It’s a travesty that our best hours each day are spent in distraction.
Distraction destroys our ability to fall into a deeply focused state which leads us to compromise on the work that we create.
Many of us work in the knowledge sector where our jobs have no real measurable of how productive we are, so we are forced to find new ways to show that we are valuable.
We answer emails as quickly as possible to show that we are working. We jump on social media and needlessly comment on posts to show that we are engaged. We go to meetings that we know won’t be relevant to us, just to feel important. We respond to text messages from work afterhours to show that we are always available.
I say “we” in the previous sentence, but I could have easily changed this to “me.”
I was good at doing superficial work.
Superficial work made me look and feel busy. Superficial work required little thought. Superficial work was quick and easy. Superficial work made me feel significant. After all, I was answering a lot of emails and doing a lot of “work.”
This busyness also felt good as I was answering hundreds of email a day and finishing the day with a clean inbox. The only problem was that at the end of the day, those hundreds of email didn’t add up to any significant work being produced.
Each time an email landed in my inbox I would rush to go answer it. Each time I answered an email, I would disengage from the current task I was working on. It would take me seconds, sometimes minutes to refocus back onto the current task after replying to that email.
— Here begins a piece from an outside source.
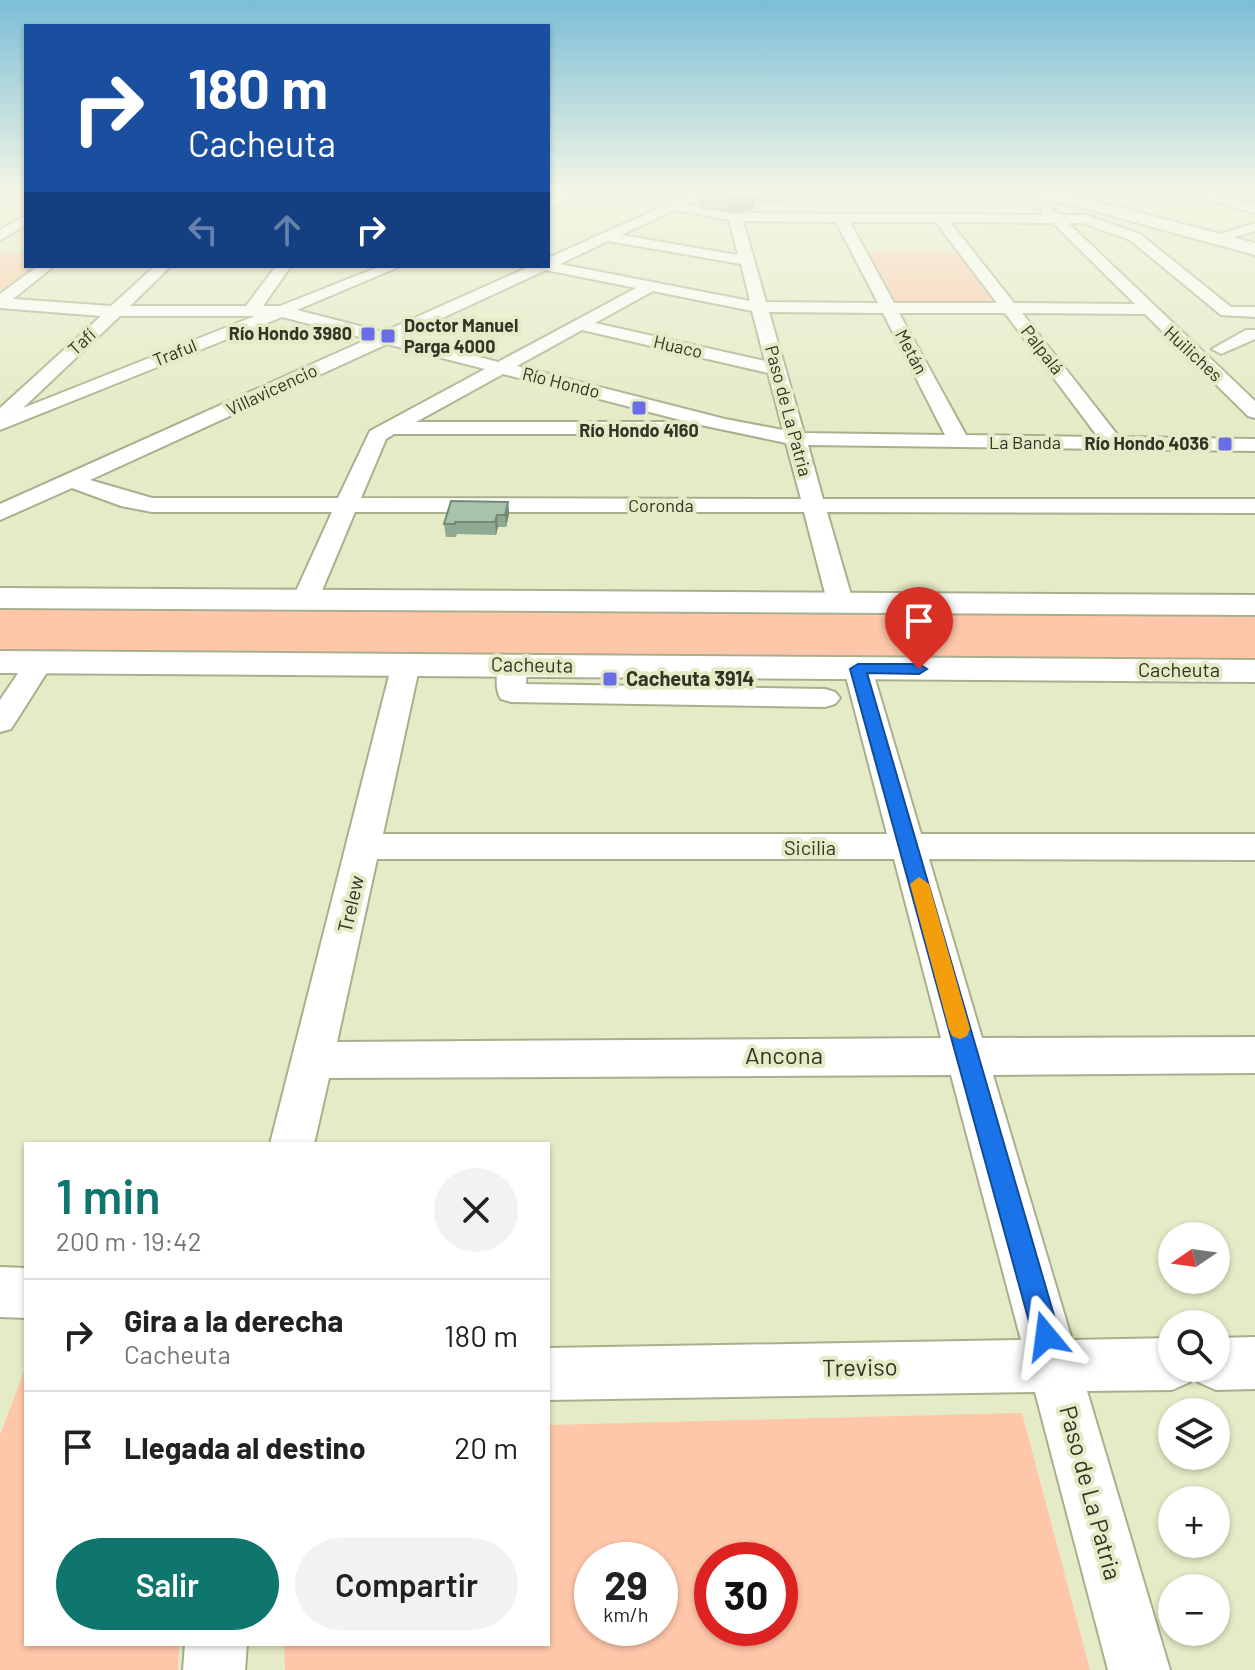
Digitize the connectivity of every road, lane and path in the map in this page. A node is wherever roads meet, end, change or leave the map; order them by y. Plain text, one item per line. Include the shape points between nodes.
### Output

This constant distraction happened hundreds of times a day with social media, instant chats and text messages.
I was quickly losing any momentum I had to create results that mattered.
Here’s the truth, being busy doesn’t mean you are producing your best work. In fact, being busy means you aren’t producing your best work. In order to create your best work, you have to be not busy. You have to be in a deeply focused state, focused directly on one single task for an extended period of time.
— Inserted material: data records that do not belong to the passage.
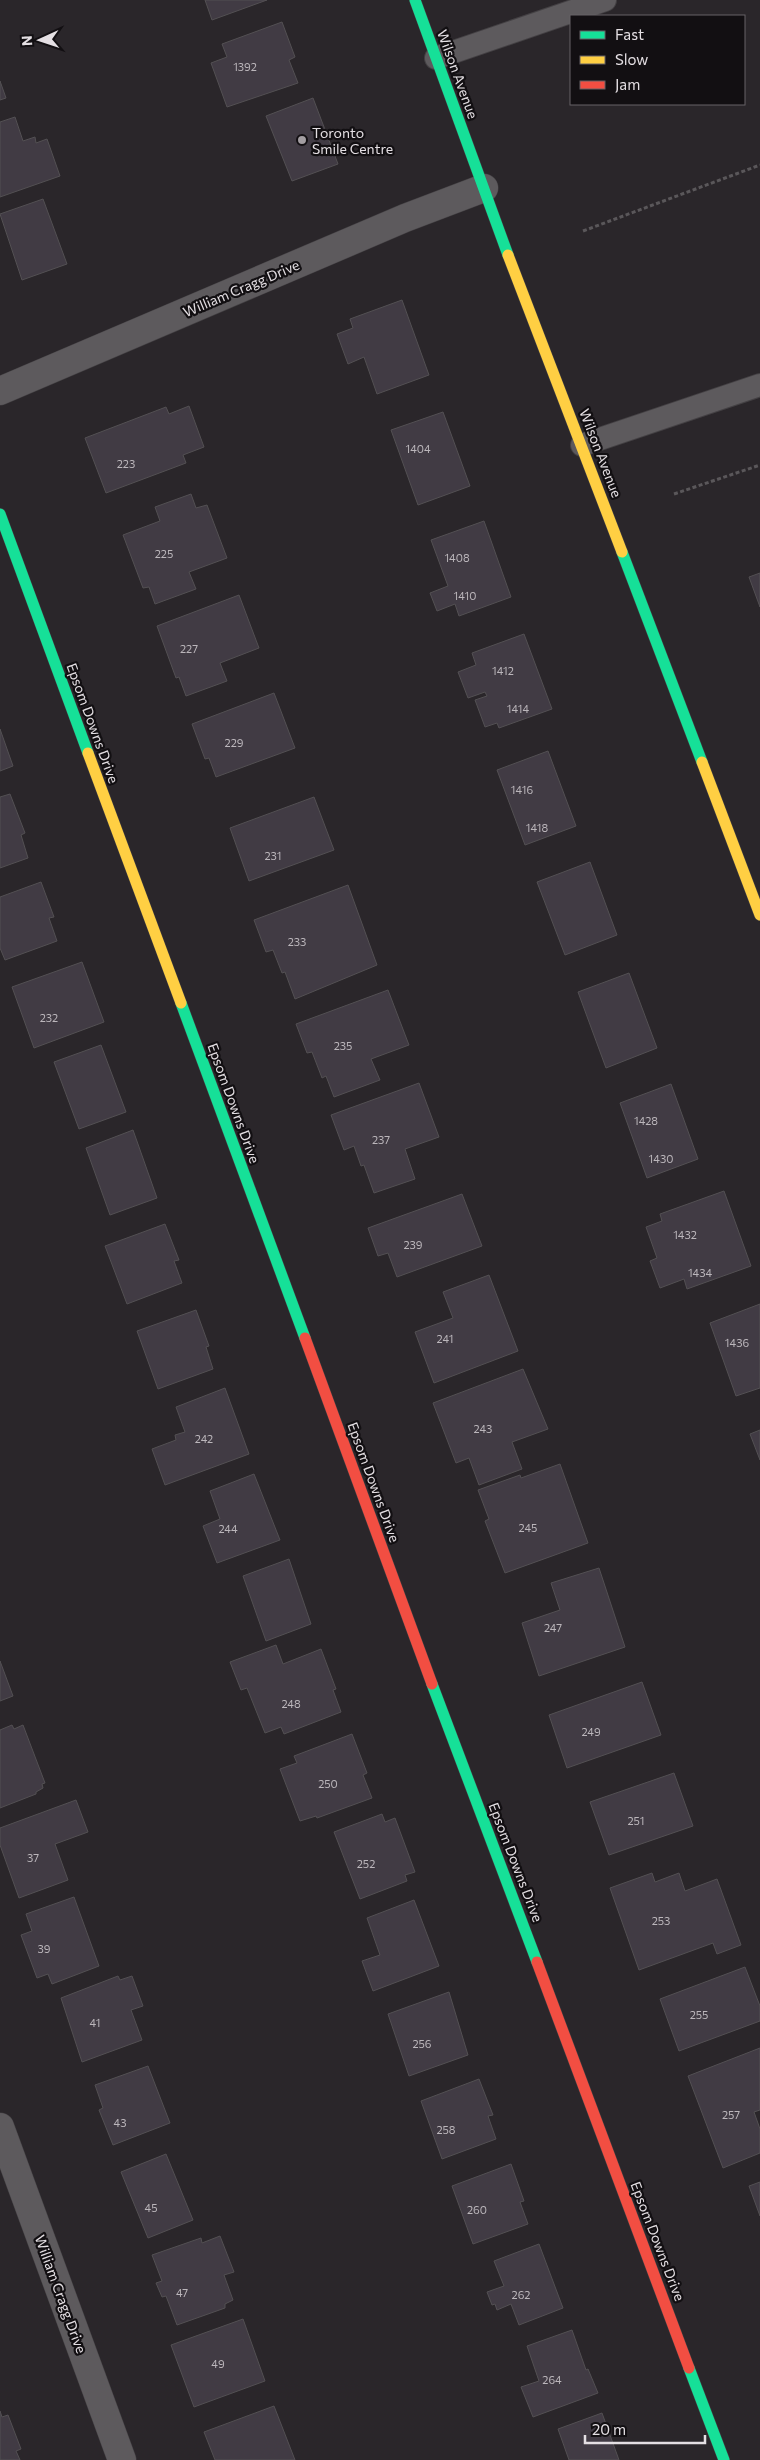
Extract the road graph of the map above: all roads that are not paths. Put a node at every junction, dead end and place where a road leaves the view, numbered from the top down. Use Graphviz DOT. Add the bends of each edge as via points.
graph roads {
  1 [pos="415,0"];
  2 [pos="605,0"];
  3 [pos="436,58"];
  4 [pos="484,188"];
  5 [pos="760,385"];
  6 [pos="0,391"];
  7 [pos="582,445"];
  8 [pos="0,514"];
  9 [pos="760,915"];
  10 [pos="0,2127"];
  11 [pos="122,2460"];
  12 [pos="724,2460"];
  1 -- 3 [label="street, Wilson Avenue"];
  2 -- 3 [label="lane"];
  3 -- 4 [label="street, Wilson Avenue"];
  4 -- 6 [label="street, William Cragg Drive" via="405,218"];
  4 -- 7 [label="street, Wilson Avenue"];
  5 -- 7 [label="lane"];
  7 -- 9 [label="street, Wilson Avenue"];
  8 -- 12 [label="street, Epsom Downs Drive"];
  10 -- 11 [label="street, William Cragg Drive"];
}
To create work that is meaningful and ground-breaking you must stretch your brain to its maximum capacity while remaining relatively stress free. This is the magical zone of FLOW, where you produce your most creative, thoughtful, and meaningful work.
So turn off your email, put your phone in airplane mode, block off your calendar, book a meeting room, and grab yourself a coffee. Sit in that room and do work that matters. Do work that make a difference in the world. Do work that is meaningful to you.